• _Exercise objective_
Where a record contains an image, leave the image out and print the rest exactly.

• _Record extracts_

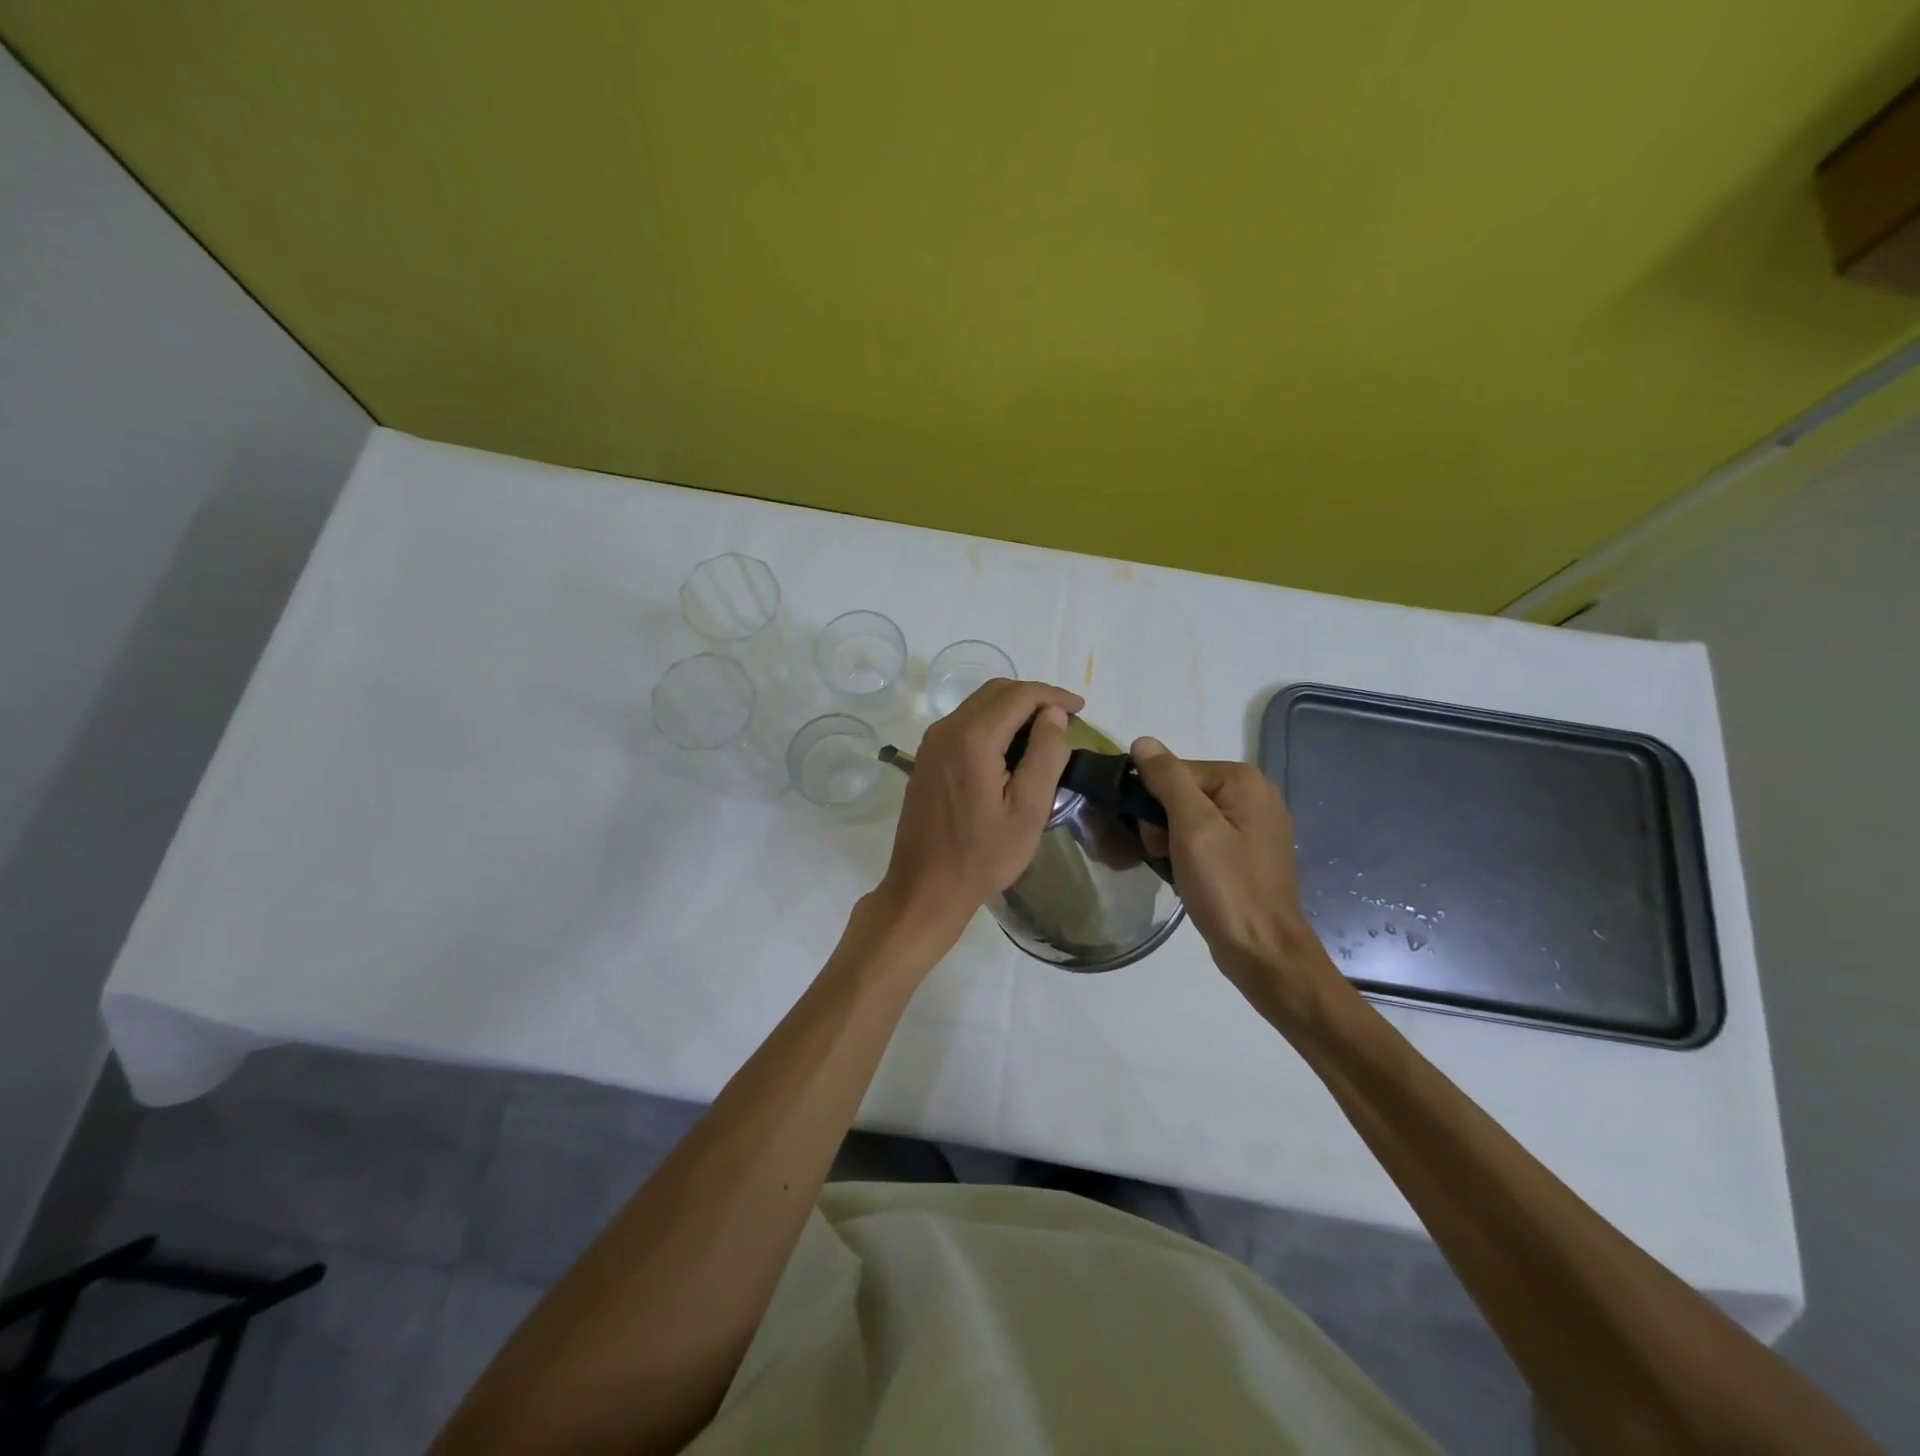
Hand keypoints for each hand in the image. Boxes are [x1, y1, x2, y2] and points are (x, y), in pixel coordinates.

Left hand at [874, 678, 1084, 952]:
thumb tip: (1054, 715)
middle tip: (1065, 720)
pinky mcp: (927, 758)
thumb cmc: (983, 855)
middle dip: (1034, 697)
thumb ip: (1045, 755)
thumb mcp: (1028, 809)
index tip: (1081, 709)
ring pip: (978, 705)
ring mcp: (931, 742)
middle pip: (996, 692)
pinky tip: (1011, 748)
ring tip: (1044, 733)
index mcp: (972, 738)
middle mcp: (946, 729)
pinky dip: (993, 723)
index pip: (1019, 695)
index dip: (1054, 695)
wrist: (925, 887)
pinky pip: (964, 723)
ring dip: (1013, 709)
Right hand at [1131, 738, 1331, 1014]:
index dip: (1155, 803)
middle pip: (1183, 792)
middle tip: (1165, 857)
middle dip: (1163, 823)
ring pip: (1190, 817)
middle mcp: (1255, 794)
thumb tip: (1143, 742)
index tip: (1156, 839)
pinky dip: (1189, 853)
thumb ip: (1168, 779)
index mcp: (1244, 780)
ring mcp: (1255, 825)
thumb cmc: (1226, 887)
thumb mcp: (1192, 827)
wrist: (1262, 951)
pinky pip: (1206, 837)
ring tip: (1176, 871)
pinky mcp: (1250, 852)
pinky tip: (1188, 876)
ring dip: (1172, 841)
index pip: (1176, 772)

• _Result for this exercise_
Hand keypoints for each hand in the image. Boxes are [x1, y1, x2, y2] and points are (x, y), in pixel coordinates.

Left hand at [874, 678, 1084, 952]:
thumb tip: (1054, 715)
middle tip: (1065, 720)
pinky mcp: (927, 758)
thumb cmc: (983, 855)
middle dip: (1034, 697)
thumb ip: (1045, 755)
thumb mcp: (1028, 809)
index tip: (1081, 709)
ring pip: (978, 705)
ring mcp: (931, 742)
middle pip: (996, 692)
pinky tip: (1011, 748)
ring tip: (1044, 733)
index mcp: (972, 738)
middle mcp: (946, 729)
pinky dip: (993, 723)
index pip: (1019, 695)
index dip: (1054, 695)
wrist: (925, 887)
pinky pip: (964, 723)
ring dip: (1013, 709)
Right hand at [1131, 738, 1331, 1014]:
index dip: (1155, 803)
middle pip: (1183, 792)
middle tip: (1165, 857)
middle dip: (1163, 823)
ring pip: (1190, 817)
middle mcp: (1255, 794)
thumb tip: (1143, 742)
index tip: (1156, 839)
pinky dip: (1189, 853)
thumb ip: (1168, 779)
index mcp: (1244, 780)
ring mcp: (1255, 825)
thumb cmc: (1226, 887)
thumb mcp: (1192, 827)
wrist: (1262, 951)
pinky pip: (1206, 837)
ring tip: (1176, 871)
pinky mcp: (1250, 852)
pinky tip: (1188, 876)
ring dip: (1172, 841)
index pip: (1176, 772)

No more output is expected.